▸ Data:
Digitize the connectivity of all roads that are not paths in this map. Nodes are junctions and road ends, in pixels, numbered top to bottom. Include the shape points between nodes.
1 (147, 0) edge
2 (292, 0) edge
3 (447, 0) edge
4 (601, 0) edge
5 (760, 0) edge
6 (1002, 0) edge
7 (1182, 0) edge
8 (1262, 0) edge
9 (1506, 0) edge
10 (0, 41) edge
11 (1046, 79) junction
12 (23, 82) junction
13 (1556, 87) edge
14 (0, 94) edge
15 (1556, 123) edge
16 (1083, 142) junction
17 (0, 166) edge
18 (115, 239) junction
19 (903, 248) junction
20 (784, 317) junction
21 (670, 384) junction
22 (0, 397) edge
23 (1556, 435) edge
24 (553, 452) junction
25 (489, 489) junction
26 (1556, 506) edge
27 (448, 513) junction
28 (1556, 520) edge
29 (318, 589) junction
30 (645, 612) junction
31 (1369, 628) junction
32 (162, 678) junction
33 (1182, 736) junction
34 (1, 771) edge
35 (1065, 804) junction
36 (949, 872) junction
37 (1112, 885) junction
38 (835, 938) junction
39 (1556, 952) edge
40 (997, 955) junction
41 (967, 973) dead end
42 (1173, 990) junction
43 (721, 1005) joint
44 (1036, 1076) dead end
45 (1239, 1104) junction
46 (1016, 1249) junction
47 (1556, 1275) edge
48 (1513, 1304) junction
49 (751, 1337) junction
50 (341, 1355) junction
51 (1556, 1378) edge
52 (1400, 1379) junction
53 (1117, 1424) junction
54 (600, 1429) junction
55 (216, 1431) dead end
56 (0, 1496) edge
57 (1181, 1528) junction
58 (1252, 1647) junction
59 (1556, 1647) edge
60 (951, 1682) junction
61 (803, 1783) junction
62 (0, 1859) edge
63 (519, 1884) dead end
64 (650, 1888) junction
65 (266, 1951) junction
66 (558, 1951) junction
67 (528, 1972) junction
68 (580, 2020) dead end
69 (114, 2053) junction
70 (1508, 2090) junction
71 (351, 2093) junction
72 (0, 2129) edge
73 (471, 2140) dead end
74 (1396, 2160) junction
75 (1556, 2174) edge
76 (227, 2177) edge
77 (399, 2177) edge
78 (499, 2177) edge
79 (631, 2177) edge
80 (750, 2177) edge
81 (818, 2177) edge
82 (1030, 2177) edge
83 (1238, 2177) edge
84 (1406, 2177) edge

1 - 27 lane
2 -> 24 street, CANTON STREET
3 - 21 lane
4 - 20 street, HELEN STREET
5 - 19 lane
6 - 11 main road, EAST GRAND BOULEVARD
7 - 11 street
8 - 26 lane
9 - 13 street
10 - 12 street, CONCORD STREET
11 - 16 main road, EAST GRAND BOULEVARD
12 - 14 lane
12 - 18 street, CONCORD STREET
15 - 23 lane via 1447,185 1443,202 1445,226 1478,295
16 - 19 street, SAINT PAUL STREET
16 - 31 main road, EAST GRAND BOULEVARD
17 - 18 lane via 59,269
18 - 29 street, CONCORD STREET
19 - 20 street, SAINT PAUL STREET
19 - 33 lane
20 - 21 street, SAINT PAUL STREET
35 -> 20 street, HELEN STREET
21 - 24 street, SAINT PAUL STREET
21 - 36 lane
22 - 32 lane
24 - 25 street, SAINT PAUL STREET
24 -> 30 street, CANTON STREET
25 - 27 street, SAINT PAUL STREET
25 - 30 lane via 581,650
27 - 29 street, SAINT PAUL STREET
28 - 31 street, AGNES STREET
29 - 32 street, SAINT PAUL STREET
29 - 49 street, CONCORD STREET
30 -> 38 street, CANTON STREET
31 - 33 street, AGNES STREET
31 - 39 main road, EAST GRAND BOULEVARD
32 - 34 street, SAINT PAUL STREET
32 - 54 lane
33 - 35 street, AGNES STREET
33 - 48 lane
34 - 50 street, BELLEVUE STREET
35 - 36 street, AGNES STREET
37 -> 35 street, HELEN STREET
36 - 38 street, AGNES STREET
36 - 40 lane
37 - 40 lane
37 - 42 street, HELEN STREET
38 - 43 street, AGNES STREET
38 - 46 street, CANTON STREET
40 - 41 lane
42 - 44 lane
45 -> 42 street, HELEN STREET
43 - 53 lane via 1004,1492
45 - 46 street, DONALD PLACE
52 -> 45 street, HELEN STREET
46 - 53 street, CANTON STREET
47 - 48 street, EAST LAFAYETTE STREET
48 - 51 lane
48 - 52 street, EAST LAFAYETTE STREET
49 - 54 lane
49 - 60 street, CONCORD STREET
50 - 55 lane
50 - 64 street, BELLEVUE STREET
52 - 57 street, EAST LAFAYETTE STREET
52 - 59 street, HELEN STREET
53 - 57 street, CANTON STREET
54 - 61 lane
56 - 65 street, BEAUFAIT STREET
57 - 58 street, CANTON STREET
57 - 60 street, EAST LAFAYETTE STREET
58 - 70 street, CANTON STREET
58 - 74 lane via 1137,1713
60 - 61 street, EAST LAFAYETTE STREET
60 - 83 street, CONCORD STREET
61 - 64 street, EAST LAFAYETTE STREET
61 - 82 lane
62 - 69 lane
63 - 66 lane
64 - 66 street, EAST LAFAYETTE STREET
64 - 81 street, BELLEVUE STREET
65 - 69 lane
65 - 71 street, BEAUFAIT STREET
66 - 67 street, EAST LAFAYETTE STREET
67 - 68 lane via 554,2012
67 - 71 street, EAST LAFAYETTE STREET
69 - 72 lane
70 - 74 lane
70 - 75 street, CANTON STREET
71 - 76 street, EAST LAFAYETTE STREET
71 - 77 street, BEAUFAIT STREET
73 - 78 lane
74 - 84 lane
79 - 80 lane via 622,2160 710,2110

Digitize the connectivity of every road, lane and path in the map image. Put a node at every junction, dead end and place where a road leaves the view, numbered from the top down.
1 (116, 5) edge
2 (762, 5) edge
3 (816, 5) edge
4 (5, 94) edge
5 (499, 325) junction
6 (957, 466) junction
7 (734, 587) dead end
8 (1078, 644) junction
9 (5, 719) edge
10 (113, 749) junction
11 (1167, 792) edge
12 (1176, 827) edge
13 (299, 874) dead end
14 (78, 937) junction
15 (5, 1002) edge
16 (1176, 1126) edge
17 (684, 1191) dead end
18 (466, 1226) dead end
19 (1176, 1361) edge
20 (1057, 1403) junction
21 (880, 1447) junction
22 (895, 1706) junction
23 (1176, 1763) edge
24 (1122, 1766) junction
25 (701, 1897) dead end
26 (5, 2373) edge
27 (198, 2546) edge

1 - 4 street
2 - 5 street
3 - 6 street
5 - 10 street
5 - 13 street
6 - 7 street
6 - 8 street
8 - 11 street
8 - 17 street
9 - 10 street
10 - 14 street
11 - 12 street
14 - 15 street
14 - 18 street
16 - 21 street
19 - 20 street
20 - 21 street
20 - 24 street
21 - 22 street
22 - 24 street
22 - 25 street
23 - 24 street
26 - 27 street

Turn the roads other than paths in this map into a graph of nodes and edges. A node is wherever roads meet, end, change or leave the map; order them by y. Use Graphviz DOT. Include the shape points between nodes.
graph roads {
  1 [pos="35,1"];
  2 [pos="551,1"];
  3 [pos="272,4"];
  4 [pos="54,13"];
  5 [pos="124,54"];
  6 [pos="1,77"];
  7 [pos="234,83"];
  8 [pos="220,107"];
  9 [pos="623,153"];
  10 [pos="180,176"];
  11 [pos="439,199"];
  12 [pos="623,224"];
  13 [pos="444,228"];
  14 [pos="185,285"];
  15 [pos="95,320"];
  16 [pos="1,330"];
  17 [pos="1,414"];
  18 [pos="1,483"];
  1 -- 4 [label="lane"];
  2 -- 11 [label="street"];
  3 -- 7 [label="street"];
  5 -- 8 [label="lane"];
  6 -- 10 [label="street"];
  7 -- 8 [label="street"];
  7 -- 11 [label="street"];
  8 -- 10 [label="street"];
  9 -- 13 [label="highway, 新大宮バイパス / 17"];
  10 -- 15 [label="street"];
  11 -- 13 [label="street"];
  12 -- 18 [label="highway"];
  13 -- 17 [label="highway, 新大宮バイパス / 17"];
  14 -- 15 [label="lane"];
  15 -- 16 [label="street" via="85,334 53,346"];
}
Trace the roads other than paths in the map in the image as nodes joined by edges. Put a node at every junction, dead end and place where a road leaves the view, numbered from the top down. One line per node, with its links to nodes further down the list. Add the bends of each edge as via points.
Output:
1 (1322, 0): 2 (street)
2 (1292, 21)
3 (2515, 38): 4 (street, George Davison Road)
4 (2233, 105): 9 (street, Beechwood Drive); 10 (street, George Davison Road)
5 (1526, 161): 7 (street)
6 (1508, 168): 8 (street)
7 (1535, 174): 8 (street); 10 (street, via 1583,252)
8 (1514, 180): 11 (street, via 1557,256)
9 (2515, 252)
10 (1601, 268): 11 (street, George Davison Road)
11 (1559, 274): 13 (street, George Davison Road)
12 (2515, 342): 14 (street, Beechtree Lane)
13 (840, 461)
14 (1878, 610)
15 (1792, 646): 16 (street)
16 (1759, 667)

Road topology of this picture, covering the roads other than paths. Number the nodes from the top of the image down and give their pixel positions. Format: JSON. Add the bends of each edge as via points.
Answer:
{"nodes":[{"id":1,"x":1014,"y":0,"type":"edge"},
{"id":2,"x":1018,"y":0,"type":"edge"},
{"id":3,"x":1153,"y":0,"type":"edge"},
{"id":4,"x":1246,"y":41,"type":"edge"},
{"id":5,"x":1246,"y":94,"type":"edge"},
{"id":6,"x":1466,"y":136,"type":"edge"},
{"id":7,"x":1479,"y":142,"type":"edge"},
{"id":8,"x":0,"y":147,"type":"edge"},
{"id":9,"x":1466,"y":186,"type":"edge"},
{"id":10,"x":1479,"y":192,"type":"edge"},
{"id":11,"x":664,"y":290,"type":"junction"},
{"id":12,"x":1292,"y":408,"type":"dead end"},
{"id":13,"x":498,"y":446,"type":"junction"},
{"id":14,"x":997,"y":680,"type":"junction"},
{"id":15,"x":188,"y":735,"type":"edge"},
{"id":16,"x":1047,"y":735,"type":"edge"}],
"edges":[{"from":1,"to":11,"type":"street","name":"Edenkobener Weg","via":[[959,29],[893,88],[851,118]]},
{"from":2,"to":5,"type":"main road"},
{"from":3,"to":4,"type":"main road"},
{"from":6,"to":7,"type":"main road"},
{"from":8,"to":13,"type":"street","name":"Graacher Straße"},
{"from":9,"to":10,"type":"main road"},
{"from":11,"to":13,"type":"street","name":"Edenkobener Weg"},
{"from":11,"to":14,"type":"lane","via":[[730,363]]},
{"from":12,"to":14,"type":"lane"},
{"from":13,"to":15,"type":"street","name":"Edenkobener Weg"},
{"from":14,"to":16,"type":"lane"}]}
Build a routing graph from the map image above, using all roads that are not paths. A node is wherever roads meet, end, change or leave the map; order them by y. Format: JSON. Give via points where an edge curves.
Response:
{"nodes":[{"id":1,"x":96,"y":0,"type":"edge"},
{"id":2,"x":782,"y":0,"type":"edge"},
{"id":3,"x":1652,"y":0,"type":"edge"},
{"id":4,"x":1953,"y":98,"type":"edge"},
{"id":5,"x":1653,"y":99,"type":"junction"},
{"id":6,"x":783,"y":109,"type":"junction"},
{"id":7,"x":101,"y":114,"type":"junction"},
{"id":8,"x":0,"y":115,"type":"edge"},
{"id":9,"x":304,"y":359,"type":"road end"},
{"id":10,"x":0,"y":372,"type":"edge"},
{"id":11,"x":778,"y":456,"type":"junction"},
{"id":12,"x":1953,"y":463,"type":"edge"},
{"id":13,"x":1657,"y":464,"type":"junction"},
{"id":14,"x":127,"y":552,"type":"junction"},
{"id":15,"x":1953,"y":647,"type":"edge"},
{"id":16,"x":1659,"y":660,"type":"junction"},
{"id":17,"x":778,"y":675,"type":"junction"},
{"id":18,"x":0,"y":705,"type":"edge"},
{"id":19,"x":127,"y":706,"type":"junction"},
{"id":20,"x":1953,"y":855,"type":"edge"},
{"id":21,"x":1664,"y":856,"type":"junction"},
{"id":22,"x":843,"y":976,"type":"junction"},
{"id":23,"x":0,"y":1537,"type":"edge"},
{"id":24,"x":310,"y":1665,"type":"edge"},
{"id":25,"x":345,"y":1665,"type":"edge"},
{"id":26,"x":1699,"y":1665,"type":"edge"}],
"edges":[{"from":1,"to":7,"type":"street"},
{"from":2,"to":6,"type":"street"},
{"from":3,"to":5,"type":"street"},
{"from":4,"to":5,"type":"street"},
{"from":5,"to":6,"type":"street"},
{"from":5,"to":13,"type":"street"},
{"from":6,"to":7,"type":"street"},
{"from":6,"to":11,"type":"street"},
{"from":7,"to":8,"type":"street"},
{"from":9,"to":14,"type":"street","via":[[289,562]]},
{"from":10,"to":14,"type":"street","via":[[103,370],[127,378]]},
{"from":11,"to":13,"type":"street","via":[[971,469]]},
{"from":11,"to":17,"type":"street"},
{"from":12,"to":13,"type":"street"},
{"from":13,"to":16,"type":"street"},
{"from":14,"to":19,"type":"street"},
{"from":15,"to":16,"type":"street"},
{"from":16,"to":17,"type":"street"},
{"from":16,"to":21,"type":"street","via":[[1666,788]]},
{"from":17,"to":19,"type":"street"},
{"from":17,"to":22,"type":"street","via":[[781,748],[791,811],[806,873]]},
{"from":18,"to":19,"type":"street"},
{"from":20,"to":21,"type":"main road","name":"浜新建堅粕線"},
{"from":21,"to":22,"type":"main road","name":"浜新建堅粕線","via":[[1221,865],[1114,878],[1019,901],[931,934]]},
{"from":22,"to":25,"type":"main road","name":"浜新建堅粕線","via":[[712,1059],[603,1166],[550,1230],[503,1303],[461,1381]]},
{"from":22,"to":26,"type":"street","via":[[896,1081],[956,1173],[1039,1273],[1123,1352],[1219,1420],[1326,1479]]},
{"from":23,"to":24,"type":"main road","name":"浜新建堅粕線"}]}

▸ What to work on:
When a line in the data contains the string "GRAND", copy that line.

▸ Written response:
6 - 11 main road, EAST GRAND BOULEVARD
11 - 16 main road, EAST GRAND BOULEVARD
16 - 31 main road, EAST GRAND BOULEVARD
31 - 39 main road, EAST GRAND BOULEVARD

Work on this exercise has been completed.